As well as returning the dentry or consuming it on failure (a recent
change) it now also unlocks on failure. This will be needed when we
transition to locking just the dentry, not the whole directory.
This leaves some rather clumsy code in overlayfs. Overlayfs sometimes
takes a rename lock (two directories) and then possibly does a
vfs_mkdir() in one of those directories. When that fails we now need to
unlock only the other directory.
I hope to go through overlayfs to narrow the directory locking so each
lock only covers a single operation (possibly including a lookup first).
That should remove the clumsiness and will also be needed for the
proposed API change.
As well as the cleanups here I have a few for smb/server. I will send
those separately as they deserve careful review by the smb team and I
don't want them to be buried in this patch set.
After these, and the mentioned overlayfs changes, I have a series which
adds a collection of APIs with names like "lookup_and_lock()" which
combine the locking and the lookup, and then a set which changes all
code which currently locks a directory for name-based operations to
instead use the new look_and_lock() interfaces. This will mean that the
changes to directory locking can be done in one central place.
After that there are a few more cleanups to stop filesystems from usng
d_drop() in the middle of name operations (at the end is OK, but not in
the middle) and then the core patches for this work which introduce an
alternate way to provide all the locking that the VFS needs for name
operations without taking i_rw_sem. Filesystems can then opt into using
only this locking and to not depend on i_rw_sem. This allows create and
remove of different names is the same directory to continue concurrently
with each other and with renames.
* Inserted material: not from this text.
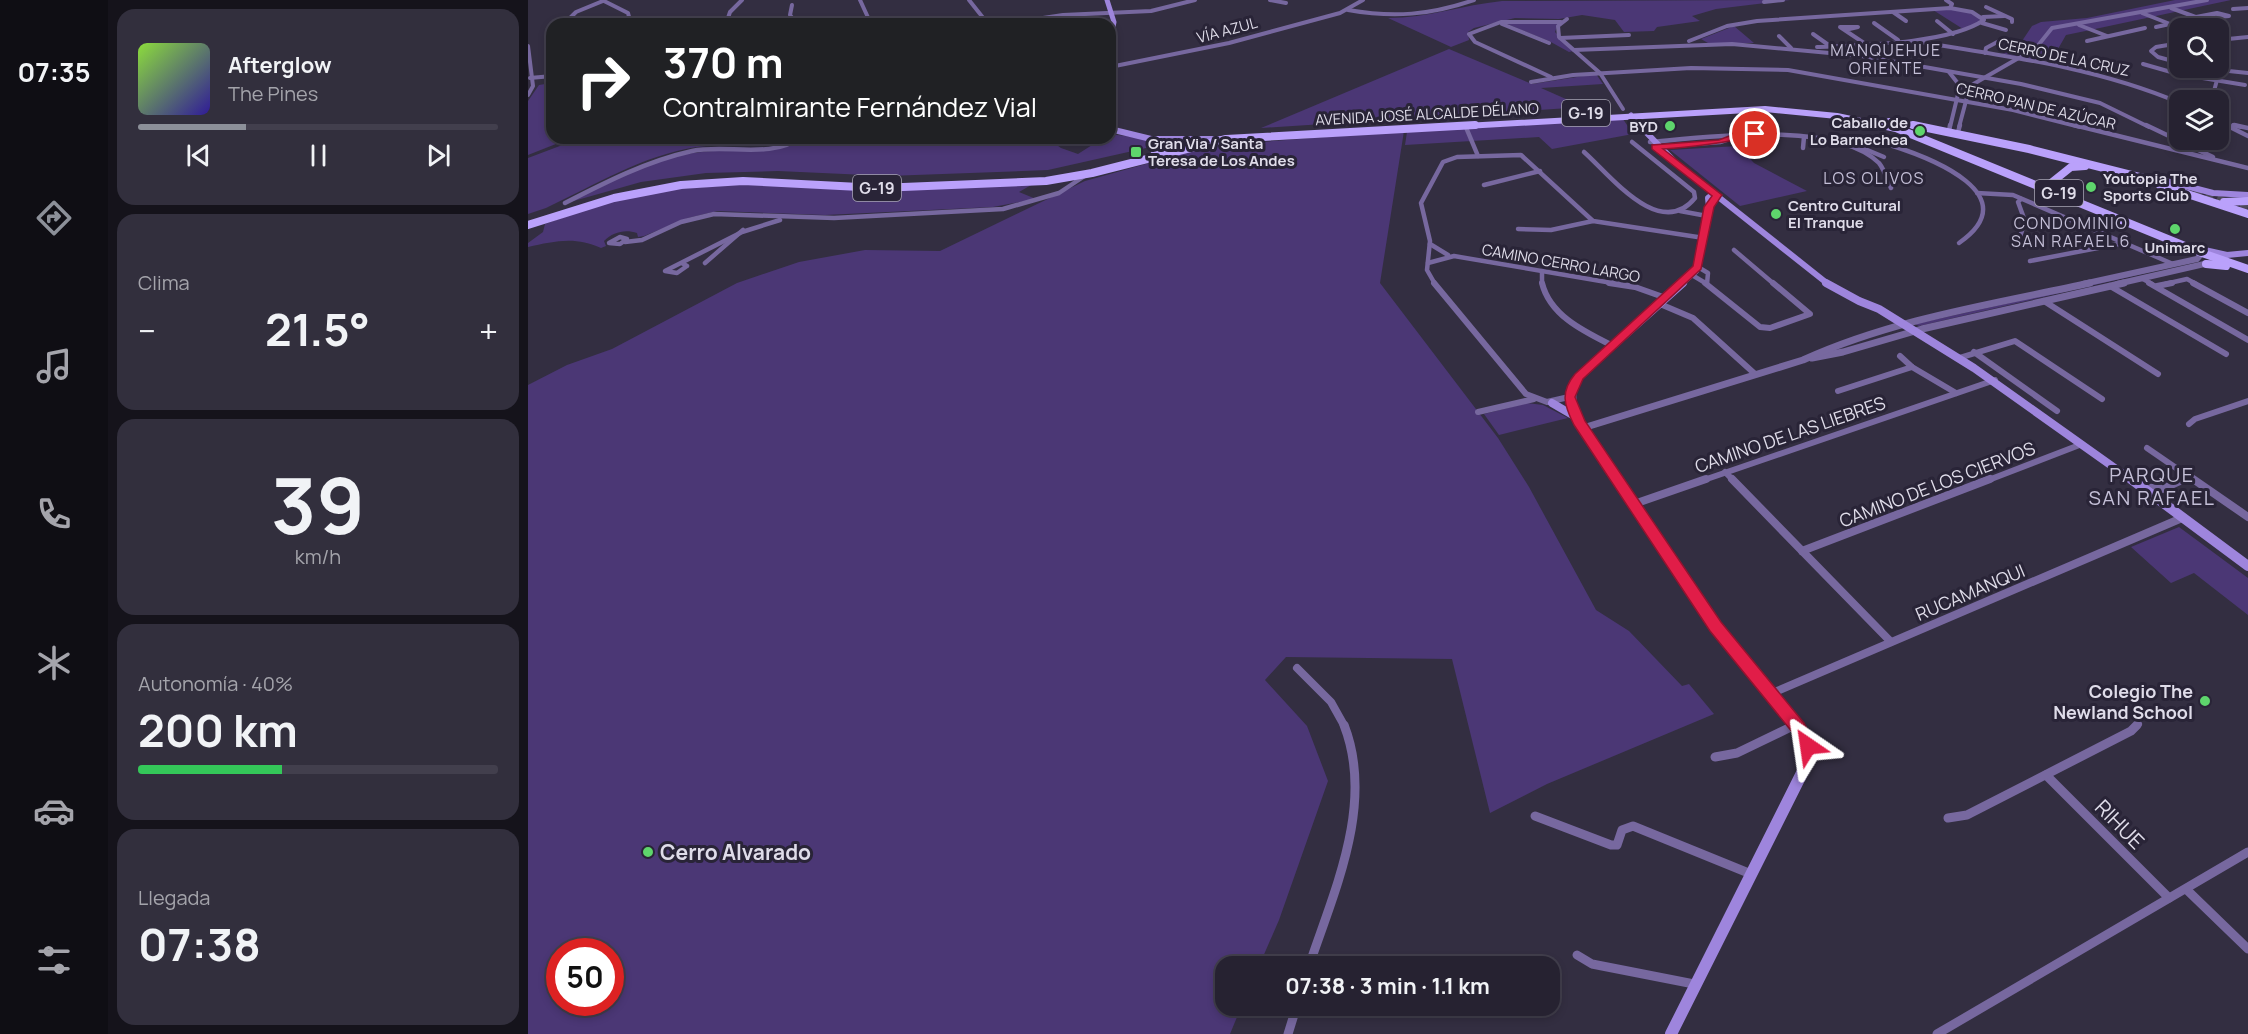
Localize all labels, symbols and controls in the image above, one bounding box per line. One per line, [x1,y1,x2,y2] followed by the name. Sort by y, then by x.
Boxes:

Renames are also concurrent though
cross-directory renames block some other cross-directory renames in the
same part of the tree.
Note that i_rw_sem will still be used for the target of rmdir, and will
still be held as a shared lock by readdir() so that we never try reading
in a directory being removed. It might still be used (shared) for
lookups for the same reason, though I haven't completely settled my
design there yet.
Thanks,
NeilBrown
[PATCH 1/5] VFS: merge lookup_one_qstr_excl_raw() back into
[PATCH 2/5] VFS: Minor fixes for porting.rst
[PATCH 3/5] coda: use iterate_dir() in coda_readdir()
[PATCH 4/5] exportfs: use lookup_one_unlocked()
[PATCH 5/5] Change vfs_mkdir() to unlock on failure.